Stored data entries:
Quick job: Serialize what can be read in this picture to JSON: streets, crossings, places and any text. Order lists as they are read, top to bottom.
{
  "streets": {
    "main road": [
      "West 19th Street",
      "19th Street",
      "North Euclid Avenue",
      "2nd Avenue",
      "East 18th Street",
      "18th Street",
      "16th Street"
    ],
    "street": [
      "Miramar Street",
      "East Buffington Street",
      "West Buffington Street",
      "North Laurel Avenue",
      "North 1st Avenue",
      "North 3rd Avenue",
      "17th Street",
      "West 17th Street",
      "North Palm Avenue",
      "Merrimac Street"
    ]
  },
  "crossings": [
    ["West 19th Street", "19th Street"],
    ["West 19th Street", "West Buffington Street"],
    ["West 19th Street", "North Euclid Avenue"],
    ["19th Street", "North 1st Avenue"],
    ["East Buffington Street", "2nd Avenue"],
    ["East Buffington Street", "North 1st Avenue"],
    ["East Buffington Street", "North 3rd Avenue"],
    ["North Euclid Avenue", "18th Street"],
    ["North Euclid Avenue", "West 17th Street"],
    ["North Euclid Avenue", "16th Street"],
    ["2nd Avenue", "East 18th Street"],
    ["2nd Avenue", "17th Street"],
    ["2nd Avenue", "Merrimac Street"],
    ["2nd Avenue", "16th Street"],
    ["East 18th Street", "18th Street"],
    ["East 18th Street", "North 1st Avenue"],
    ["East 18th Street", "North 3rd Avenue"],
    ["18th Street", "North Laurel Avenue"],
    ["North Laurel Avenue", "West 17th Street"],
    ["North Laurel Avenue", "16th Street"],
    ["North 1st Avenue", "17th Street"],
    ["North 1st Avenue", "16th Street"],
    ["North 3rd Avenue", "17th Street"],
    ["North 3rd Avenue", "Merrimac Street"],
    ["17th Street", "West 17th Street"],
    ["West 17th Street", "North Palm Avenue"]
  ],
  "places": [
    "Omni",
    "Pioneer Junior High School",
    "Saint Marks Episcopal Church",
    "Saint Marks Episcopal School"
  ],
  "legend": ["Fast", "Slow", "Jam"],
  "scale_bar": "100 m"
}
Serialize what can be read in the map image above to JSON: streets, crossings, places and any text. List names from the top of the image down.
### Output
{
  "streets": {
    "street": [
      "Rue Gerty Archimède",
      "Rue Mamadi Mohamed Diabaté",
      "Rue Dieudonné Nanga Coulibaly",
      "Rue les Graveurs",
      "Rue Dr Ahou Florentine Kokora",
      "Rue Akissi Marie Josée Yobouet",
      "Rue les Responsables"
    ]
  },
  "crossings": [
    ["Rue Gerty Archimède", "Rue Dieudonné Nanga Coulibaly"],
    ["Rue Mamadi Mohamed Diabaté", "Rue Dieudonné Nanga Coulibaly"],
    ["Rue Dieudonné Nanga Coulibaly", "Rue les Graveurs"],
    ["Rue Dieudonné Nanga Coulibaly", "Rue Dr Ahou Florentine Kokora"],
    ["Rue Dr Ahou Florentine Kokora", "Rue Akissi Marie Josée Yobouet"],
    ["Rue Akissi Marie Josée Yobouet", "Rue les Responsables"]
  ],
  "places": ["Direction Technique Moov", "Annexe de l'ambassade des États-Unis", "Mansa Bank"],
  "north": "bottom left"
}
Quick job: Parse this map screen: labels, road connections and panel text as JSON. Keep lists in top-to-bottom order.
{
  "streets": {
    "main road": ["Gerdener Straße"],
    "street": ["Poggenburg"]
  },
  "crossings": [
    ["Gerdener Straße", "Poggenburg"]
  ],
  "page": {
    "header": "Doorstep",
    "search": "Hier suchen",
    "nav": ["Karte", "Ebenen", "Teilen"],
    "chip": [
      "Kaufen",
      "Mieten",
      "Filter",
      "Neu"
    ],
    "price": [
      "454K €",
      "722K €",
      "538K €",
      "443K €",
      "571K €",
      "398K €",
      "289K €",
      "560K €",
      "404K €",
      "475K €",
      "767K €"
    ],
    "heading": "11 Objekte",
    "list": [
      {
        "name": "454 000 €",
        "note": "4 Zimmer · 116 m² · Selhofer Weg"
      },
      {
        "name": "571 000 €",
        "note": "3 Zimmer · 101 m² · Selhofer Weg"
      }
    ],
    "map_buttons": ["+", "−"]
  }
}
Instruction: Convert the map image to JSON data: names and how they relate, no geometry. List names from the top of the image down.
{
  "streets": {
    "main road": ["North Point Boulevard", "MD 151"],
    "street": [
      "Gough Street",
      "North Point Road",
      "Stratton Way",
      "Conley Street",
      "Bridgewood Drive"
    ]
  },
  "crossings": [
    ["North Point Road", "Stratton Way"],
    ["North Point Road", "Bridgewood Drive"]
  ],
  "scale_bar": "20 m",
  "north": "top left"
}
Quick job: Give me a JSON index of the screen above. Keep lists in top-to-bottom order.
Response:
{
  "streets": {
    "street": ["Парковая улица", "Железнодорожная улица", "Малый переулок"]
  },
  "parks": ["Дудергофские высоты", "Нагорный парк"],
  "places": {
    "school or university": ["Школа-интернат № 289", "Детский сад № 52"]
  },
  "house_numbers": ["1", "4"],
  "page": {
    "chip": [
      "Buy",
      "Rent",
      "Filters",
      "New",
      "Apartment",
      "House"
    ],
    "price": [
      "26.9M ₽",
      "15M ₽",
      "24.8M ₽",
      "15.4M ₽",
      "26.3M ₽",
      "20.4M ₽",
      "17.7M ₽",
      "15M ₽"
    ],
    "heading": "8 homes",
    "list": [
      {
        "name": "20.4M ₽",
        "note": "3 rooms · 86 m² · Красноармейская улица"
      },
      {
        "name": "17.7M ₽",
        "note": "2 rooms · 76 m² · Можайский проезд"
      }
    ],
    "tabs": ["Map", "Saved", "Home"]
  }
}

» To do
Each line in the data where the string "Josée" occurs should be identified and copied.

» Reply
      "Rue Akissi Marie Josée Yobouet",
    ["Rue Dr Ahou Florentine Kokora", "Rue Akissi Marie Josée Yobouet"],
    ["Rue Akissi Marie Josée Yobouet", "Rue les Responsables"]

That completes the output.